Nvidia's 3000 Series RTX GPU [3090s with different memory capacity]

techuse · Mar 17, 2021

DegustatoR said:
If you're saying that AMD drivers are better optimized for Zen1/2 CCX structure then I don't see why this would be limited only to DX12.

Perhaps Nvidia's multithreading supersedes any efficiency advantages. Without specific dev effort AMD DX11 CPU rendering stream is still fully single threaded no?

Rootax · Mar 17, 2021

If it's a l3 cache problem, 109xx X on x299 should be impacted too, with their mesh architecture ?

DegustatoR · Mar 17, 2021

techuse said:
Perhaps Nvidia's multithreading supersedes any efficiency advantages. Without specific dev effort AMD DX11 CPU rendering stream is still fully single threaded no?

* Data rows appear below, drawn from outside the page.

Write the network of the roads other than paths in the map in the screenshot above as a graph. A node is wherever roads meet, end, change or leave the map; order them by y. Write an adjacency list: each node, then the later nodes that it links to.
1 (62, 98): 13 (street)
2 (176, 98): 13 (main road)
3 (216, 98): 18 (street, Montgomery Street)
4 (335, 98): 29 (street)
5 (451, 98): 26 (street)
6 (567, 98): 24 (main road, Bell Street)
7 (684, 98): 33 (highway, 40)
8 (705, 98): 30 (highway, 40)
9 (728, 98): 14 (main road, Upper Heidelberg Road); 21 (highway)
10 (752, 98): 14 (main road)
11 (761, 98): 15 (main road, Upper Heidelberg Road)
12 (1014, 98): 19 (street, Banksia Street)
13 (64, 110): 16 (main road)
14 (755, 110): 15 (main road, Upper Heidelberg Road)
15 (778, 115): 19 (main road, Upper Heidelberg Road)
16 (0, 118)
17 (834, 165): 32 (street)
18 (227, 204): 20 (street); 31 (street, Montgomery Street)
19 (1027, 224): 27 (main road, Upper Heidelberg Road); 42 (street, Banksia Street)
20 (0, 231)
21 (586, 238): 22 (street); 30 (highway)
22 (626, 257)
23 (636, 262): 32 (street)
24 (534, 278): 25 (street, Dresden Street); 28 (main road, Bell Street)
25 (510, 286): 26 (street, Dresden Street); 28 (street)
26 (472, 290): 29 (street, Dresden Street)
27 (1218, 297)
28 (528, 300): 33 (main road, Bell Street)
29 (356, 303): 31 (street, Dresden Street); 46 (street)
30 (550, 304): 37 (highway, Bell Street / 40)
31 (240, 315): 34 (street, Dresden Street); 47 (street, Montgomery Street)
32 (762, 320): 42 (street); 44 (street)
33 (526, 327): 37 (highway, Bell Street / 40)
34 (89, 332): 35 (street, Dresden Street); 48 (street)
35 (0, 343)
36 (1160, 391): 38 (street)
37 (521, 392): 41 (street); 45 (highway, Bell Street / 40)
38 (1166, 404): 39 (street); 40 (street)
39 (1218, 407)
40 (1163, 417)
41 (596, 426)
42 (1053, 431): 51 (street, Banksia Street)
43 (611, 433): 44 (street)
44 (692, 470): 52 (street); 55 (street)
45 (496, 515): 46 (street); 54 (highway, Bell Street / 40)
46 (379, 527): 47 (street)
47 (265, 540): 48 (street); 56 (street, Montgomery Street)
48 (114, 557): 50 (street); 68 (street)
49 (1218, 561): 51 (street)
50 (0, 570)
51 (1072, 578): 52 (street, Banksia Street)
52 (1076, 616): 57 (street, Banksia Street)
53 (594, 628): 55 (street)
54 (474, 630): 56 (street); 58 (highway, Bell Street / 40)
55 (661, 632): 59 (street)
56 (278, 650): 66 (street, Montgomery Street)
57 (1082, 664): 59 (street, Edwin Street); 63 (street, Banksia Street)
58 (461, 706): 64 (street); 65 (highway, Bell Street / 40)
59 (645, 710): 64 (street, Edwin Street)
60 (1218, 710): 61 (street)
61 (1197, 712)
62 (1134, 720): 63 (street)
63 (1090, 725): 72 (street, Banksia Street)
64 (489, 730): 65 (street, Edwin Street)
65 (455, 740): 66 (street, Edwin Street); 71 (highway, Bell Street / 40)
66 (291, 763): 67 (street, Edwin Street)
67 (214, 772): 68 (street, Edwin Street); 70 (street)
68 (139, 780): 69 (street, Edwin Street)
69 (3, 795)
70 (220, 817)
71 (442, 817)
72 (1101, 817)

DX11 maybe but what about Vulkan?

Also from the reports of assets loading issues on NV h/w when running CPU limited I do wonder if the initial idea of this being due to DX12 (FL12_0 at least?) resource binding model not being suitable for NV h/w is the culprit here, with NV's DX12 driver doing some pre-processing on such titles to win more performance in GPU limited scenarios? Would be interesting to see what would happen in these games on some really old driver - albeit it can be hard to run some old GPU like 980Ti CPU limited even in 720p I guess.

troyan · Mar 17, 2021

iroboto said:
hmm. I may have not followed this argument correctly so bear with me if I read your post wrong.

In my mind, I'm not sure if this particular comparison works. When DX11 is the bottleneck, it doesn't actually use more CPU, it uses less. And this is still a CPU bottleneck. The bottleneck is a failure to saturate the CPU to get through the API. DX11 over saturates the main thread, and is unable to divide the remaining work to the rest of the cores, hence CPU usage stays low.

As far as i see it in most games* DX12 has a overhead within the engine which doesnt exist with DX11 on nVidia hardware. So this is a fixed time which cant be reduced or eliminated with more cores, higher clocks or better IPC. When a game doesnt hammering the DX11 driver with workload (Hitman 2 at the beginning of the first main mission) DX11 is more efficient from a overhead perspective in CPU limited scenarios. And without proper multi-threading like with Control and WoW DX11 delivers even much more performance on processors with >6 cores.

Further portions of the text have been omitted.